Supplied entries:
■ ■ ■
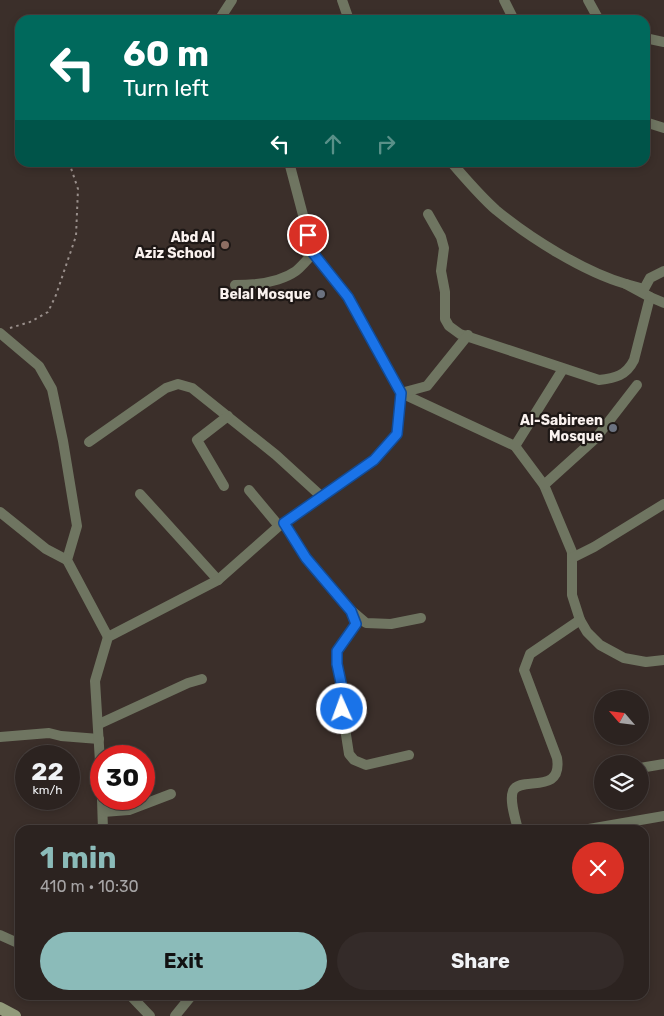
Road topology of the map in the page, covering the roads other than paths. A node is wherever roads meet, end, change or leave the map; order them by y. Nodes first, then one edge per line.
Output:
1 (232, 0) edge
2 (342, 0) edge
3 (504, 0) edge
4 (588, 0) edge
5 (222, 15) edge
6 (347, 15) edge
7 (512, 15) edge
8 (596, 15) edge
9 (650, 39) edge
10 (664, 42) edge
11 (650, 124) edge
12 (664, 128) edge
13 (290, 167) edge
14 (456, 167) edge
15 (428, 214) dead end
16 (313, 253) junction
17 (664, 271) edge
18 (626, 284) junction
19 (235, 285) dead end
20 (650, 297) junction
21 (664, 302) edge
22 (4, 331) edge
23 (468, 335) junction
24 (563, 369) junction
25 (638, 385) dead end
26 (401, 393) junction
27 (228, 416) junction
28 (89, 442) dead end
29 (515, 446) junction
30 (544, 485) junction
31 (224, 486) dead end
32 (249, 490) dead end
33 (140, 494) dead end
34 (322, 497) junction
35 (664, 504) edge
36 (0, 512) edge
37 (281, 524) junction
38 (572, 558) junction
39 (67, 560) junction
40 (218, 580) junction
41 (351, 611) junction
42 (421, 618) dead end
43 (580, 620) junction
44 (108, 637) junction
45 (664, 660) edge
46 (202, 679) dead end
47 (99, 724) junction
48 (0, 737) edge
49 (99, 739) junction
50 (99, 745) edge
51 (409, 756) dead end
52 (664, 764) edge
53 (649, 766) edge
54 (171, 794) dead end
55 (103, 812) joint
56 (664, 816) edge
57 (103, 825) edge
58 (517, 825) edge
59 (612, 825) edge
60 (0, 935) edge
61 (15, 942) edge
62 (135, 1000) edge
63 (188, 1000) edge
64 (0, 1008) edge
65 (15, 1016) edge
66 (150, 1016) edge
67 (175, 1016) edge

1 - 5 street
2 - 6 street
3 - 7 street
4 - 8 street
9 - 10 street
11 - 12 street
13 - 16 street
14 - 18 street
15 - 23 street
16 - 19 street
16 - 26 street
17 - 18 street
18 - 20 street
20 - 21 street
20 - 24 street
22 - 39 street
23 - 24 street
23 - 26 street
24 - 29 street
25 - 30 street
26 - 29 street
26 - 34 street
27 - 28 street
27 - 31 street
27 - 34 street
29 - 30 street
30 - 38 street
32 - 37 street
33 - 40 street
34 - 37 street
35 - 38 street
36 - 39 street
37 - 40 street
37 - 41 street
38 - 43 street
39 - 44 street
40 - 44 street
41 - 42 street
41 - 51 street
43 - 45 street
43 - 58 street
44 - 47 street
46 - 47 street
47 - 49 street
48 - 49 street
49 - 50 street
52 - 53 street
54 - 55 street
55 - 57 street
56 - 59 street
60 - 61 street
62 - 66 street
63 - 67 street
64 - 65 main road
■ ■ ■
Work to complete: Lines that contain "dead" are the result; find them in the entries above and copy each one.

Task answer:
15 (428, 214) dead end
19 (235, 285) dead end
25 (638, 385) dead end
28 (89, 442) dead end
31 (224, 486) dead end
32 (249, 490) dead end
33 (140, 494) dead end
42 (421, 618) dead end
46 (202, 679) dead end
51 (409, 756) dead end
54 (171, 794) dead end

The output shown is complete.